_About this task:_ Each line below that contains the word "order" must be copied.

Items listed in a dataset
· · · ·

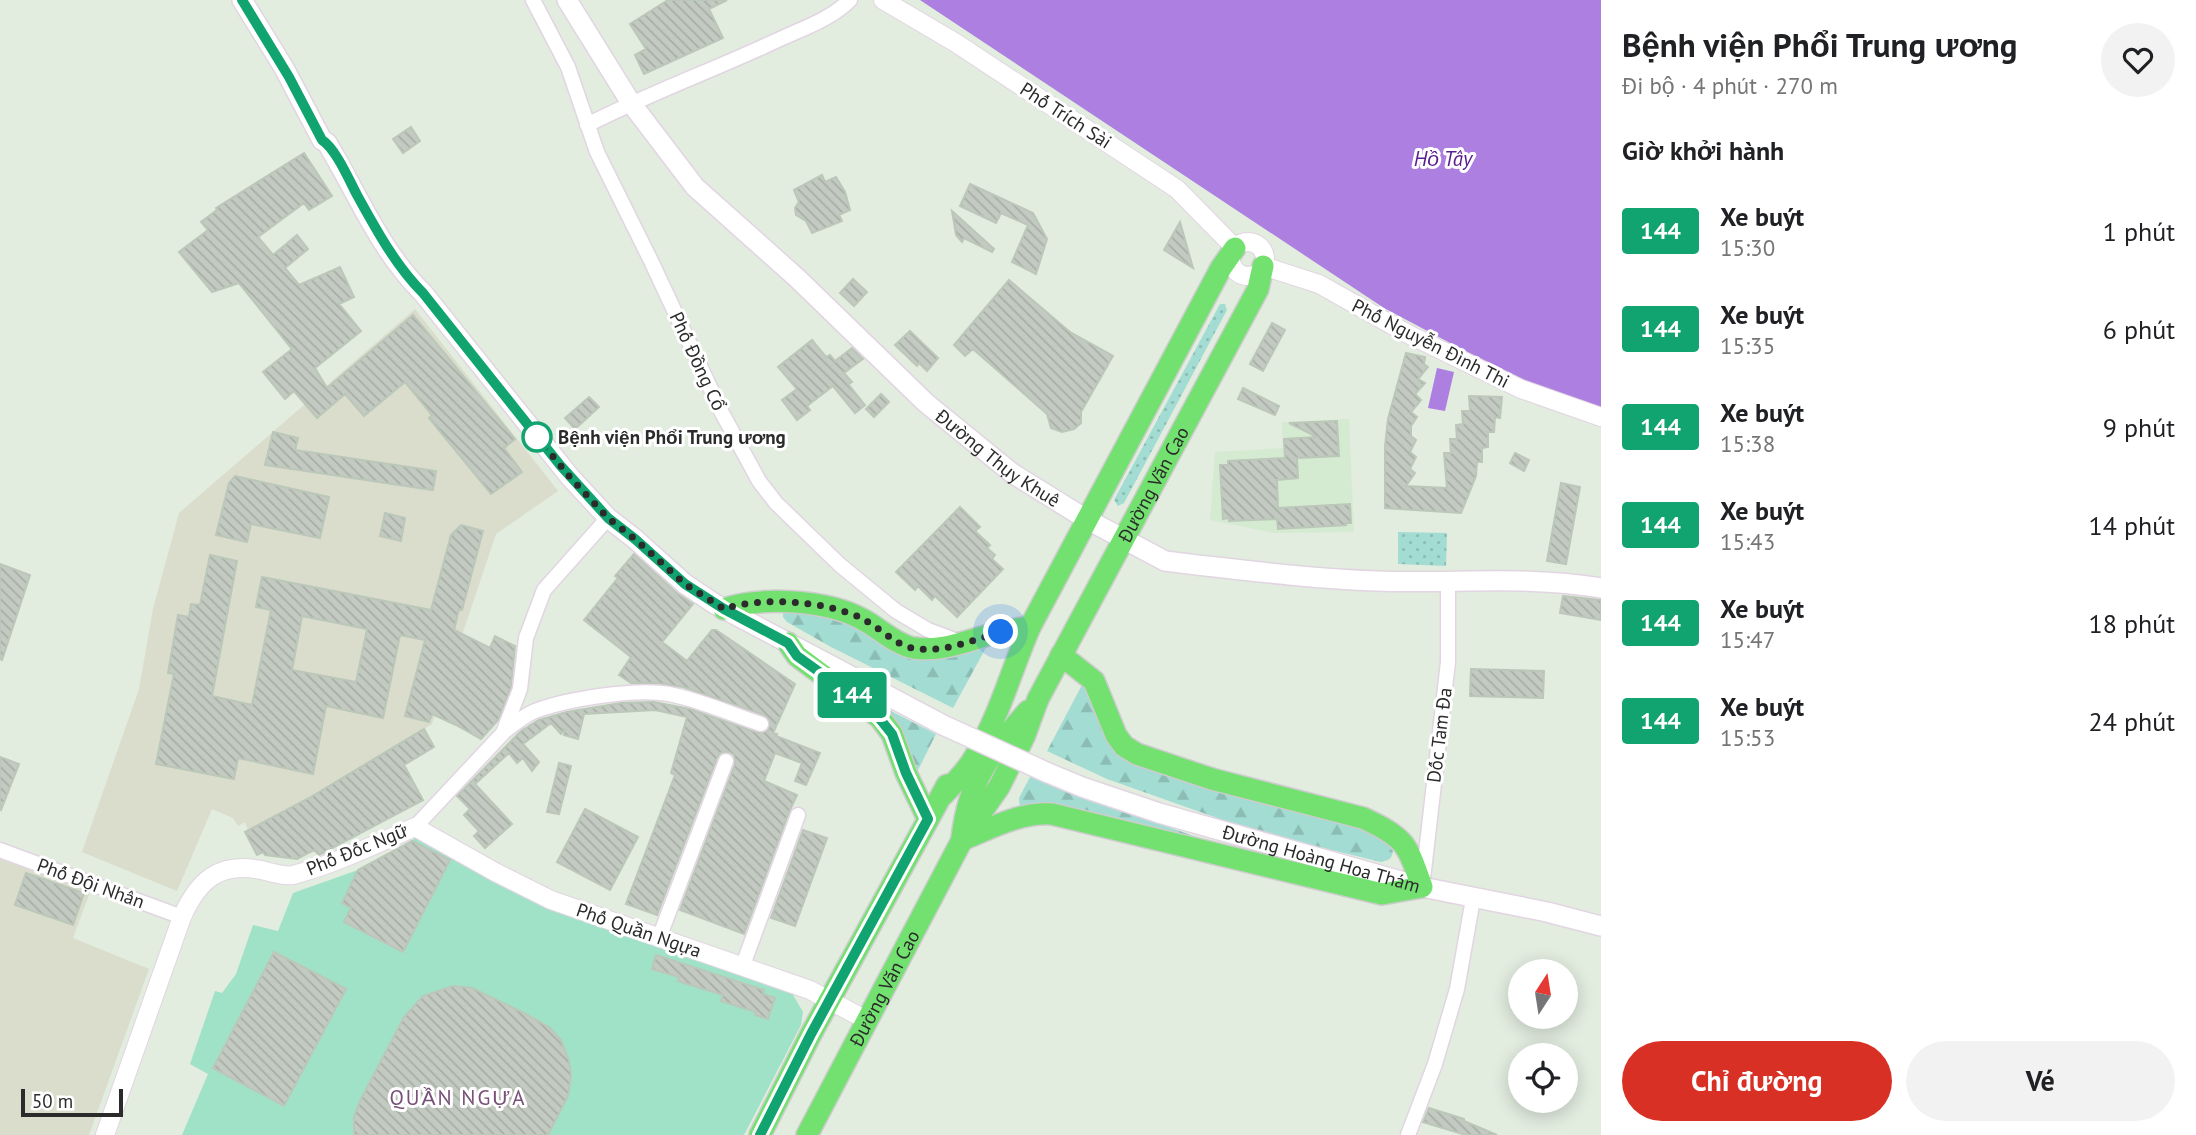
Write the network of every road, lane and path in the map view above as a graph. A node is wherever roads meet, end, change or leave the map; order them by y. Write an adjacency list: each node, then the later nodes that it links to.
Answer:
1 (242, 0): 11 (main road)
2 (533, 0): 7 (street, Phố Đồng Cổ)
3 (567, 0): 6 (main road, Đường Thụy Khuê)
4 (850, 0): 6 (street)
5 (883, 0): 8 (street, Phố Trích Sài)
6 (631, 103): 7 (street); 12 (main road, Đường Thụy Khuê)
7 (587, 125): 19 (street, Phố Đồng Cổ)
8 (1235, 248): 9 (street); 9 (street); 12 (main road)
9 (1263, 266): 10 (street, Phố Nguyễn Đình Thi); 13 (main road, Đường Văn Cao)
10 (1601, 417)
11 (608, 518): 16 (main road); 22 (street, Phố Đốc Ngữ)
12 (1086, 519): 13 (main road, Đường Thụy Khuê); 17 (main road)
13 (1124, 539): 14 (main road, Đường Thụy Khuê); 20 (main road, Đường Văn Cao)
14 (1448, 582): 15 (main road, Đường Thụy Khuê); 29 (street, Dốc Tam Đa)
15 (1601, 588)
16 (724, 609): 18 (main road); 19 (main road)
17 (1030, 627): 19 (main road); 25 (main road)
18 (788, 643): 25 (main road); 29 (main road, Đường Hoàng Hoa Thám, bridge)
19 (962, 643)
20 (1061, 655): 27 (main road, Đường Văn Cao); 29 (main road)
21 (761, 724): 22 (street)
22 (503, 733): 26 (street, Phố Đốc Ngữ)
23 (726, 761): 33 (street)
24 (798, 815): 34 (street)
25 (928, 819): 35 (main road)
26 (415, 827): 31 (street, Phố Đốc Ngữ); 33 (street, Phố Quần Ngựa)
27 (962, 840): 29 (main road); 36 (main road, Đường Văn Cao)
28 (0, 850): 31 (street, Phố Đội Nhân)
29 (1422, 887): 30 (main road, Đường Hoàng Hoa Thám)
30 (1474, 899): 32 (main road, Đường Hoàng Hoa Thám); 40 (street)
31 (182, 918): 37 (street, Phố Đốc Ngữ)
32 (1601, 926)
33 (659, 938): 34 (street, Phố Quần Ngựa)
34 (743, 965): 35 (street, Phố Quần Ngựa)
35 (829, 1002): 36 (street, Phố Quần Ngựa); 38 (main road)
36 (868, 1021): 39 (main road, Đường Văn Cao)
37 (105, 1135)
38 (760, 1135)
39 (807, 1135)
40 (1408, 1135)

· · · ·

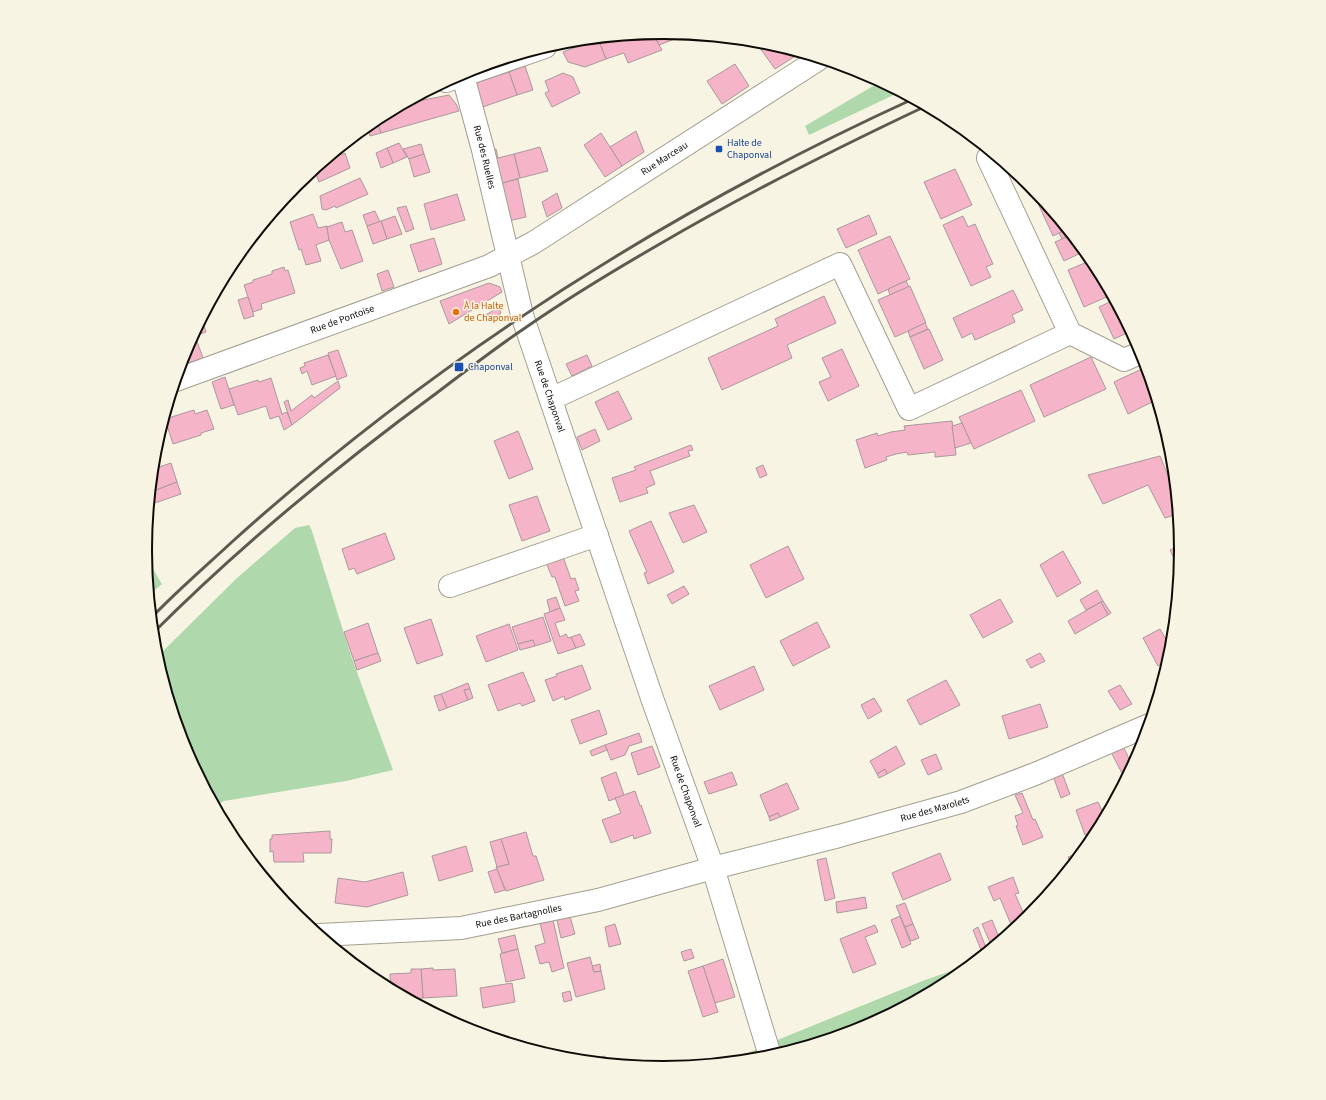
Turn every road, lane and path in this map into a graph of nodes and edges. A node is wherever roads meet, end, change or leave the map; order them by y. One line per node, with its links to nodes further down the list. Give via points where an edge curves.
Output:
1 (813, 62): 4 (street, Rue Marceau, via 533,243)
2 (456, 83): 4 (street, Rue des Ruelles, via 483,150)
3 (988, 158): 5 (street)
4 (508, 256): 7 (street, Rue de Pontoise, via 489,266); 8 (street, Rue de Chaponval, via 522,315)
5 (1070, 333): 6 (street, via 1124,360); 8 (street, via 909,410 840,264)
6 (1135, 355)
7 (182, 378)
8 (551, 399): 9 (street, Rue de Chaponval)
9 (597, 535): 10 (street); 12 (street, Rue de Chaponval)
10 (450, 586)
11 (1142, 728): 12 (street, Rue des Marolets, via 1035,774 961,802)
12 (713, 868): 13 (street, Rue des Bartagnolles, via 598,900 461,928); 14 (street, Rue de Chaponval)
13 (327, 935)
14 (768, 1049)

· · · ·

_Answer section:_
Write the network of every road, lane and path in the map view above as a graph. A node is wherever roads meet, end, change or leave the map; order them by y. Write an adjacency list: each node, then the later nodes that it links to.
Turn every road, lane and path in this map into a graph of nodes and edges. A node is wherever roads meet, end, change or leave the map; order them by y. One line per node, with its links to nodes further down the list. Give via points where an edge curves.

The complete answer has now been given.